When “Global Britain” finally arrives, a beacon for global free trade, though responsible for a mere 3.6 per cent of total world exports, it would be comforting to suppose that a new network of new liberal trade relationships will make up for the shortfall created by Brexit. Yet how can this be assumed if, as Ms May correctly says, some of our biggest potential trading partners are merrily slapping tariffs on British exports?

What chance, in particular, of a free trade deal with the United States? The threatened 220 per cent US surcharge on the value of Bombardier jets, partly made in Belfast, suggests that the American authorities are indeed following Donald Trump’s call for an “America First” policy. Mr Trump is an unabashed protector of American industries, bullying and cajoling transnational companies to relocate and bring jobs back to America.

Without compunction he scrapped the Trans-Pacific Partnership Agreement, cancelled Transatlantic Trade and Investment Partnership and is now renegotiating the North American Free Trade Agreement with Canada and Mexico. A trade war with China seems not far away.

This is not a man who is likely to deliver much for British exports, no matter how friendly Liam Fox is with the neocons in DC, or how lavish the entertainment the Queen will lay on for Mr Trump’s much-delayed state visit.

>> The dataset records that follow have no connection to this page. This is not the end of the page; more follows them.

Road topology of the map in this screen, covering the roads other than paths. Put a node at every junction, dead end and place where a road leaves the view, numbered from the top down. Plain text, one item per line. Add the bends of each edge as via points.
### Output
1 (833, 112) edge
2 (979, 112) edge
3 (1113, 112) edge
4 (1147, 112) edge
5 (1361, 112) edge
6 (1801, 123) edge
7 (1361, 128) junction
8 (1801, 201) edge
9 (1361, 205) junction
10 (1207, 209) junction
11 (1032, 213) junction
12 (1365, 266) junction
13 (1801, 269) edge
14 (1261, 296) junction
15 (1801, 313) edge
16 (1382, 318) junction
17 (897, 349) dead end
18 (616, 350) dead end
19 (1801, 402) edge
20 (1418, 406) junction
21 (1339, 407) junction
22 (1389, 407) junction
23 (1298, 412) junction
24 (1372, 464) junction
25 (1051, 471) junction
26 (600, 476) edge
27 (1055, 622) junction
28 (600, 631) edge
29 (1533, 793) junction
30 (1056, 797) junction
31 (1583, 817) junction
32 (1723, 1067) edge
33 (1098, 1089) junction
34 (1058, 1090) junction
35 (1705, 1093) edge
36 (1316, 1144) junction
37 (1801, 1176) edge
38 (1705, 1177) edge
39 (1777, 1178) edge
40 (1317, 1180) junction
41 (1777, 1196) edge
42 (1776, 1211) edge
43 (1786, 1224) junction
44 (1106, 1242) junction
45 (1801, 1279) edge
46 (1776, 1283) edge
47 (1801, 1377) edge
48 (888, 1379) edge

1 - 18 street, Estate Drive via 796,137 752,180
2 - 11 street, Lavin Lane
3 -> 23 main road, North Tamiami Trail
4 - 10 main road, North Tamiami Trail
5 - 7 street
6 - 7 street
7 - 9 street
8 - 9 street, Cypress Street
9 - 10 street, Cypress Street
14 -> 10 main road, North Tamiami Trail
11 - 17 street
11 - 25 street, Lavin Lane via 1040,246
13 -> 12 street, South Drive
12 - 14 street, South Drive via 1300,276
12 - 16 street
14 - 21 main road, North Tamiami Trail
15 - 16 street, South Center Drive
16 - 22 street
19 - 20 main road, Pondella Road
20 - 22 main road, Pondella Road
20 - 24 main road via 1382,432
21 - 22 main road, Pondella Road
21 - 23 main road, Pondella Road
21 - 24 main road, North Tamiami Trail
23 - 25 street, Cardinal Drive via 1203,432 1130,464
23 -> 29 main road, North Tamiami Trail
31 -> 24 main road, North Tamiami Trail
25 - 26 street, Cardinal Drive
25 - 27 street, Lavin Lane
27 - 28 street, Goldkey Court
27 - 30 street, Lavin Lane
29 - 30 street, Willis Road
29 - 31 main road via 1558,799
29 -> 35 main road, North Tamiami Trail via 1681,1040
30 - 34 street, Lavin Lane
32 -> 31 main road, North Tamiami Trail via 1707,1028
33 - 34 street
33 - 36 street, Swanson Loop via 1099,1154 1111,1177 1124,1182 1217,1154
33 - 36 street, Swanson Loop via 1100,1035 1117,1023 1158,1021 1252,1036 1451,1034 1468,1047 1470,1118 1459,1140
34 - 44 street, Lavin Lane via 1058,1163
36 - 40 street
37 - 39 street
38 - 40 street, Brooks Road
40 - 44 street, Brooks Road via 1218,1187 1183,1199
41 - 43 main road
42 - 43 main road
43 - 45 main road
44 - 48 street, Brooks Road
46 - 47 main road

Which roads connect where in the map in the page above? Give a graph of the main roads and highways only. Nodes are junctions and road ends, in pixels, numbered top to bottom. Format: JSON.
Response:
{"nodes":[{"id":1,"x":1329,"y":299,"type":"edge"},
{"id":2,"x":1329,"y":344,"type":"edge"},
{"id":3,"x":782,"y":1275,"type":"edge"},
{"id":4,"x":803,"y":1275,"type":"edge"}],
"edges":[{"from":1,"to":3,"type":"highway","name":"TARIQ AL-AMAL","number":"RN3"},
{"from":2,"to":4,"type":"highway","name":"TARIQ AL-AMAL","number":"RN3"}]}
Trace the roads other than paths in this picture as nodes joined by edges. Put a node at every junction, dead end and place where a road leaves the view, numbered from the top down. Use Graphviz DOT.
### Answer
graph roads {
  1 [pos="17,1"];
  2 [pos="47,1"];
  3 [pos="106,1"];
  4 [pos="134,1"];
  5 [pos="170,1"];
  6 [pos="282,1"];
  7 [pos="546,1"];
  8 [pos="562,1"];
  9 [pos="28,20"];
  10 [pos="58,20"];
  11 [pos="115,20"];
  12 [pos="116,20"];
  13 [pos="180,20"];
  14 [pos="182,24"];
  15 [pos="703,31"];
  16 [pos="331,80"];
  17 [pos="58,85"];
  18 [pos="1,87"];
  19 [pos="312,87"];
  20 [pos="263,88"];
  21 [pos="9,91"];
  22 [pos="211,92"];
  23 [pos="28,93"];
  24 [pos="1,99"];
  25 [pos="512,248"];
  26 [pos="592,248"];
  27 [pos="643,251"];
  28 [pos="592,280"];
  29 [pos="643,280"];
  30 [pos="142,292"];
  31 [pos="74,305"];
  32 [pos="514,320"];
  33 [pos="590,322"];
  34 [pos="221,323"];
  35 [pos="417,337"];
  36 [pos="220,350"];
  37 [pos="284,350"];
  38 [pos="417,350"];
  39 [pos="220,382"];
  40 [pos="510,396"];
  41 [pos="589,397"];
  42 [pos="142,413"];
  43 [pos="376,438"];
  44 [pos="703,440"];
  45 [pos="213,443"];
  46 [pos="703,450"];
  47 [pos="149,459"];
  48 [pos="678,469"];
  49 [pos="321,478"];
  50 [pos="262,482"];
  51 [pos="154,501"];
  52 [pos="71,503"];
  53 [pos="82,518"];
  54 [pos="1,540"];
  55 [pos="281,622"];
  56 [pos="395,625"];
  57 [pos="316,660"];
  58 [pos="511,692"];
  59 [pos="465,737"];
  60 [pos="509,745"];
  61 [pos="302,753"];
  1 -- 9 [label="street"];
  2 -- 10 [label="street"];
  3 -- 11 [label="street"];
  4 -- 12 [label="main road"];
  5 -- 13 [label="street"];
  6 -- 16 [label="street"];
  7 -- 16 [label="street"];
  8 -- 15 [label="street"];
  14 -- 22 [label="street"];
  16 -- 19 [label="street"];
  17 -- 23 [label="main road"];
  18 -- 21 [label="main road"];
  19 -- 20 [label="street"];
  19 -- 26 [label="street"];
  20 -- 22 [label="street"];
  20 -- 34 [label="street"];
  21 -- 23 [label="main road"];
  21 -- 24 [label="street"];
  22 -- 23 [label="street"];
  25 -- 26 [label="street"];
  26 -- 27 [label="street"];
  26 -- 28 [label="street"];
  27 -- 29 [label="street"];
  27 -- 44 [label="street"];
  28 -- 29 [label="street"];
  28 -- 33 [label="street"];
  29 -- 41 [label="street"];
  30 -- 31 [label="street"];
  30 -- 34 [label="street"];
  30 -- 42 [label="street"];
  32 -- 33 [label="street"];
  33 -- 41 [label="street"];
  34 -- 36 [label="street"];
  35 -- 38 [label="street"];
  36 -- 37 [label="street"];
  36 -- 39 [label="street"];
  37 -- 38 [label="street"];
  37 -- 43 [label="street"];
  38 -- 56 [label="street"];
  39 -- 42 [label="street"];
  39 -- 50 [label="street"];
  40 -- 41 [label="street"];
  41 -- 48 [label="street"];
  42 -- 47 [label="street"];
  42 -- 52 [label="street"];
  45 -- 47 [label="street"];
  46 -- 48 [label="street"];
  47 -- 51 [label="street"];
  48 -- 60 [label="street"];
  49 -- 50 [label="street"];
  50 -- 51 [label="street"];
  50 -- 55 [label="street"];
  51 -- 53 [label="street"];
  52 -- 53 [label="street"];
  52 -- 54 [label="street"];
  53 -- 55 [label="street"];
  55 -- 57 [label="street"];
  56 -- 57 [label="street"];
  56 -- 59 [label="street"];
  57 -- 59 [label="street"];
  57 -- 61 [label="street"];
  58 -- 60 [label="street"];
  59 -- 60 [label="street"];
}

Which makes the lack of progress in the Brexit talks all the more depressing. So dispirited are business and the unions about the fate of EU citizens in the UK that they have taken the highly unlikely step of combining and issuing a joint call for the British and European sides to end their game of “human poker”. It is an issue that is needlessly delaying and embittering the Brexit talks.

It is fair to acknowledge, as Michel Barnier and his team do, that Ms May’s Florence speech and the various position papers released over the summer offered some encouragement, but there remain vital stumbling blocks that seem immovable. Mr Barnier has called once again – following orders from the EU27 – that the European Court of Justice must be given an “indispensable” role in protecting the rights of EU citizens living in Britain.

For Ms May the jurisdiction of the ECJ is one “red line” that she dare not cross. Even if she was inclined to do so, her backbenchers would rather unseat her than agree to it. Despite the brave talk from her de facto deputy, Damian Green about her leading the party into the next general election; she is resident in No 10 on sufferance and a very short lease.

By making the case of free trade and a regulated market capitalism Ms May is deliberately attempting to put clear blue water between herself and Jeremy Corbyn. Where the Labour Party leader speaks proudly of socialism and sees a capitalist system facing a “crisis of legitimacy”, to the Prime Minister the free market economy is the “greatest agent of collective human progress ever created”.

Politics, then, is becoming more polarised even as the centre of gravity shifts leftwards. Overlaying that division is the ever acrimonious issue of Brexit, splitting both major parties into squabbling factions. While their respective leaders deliver sharp rhetoric, voters can be forgiven for wondering what their badly split parties actually agree about.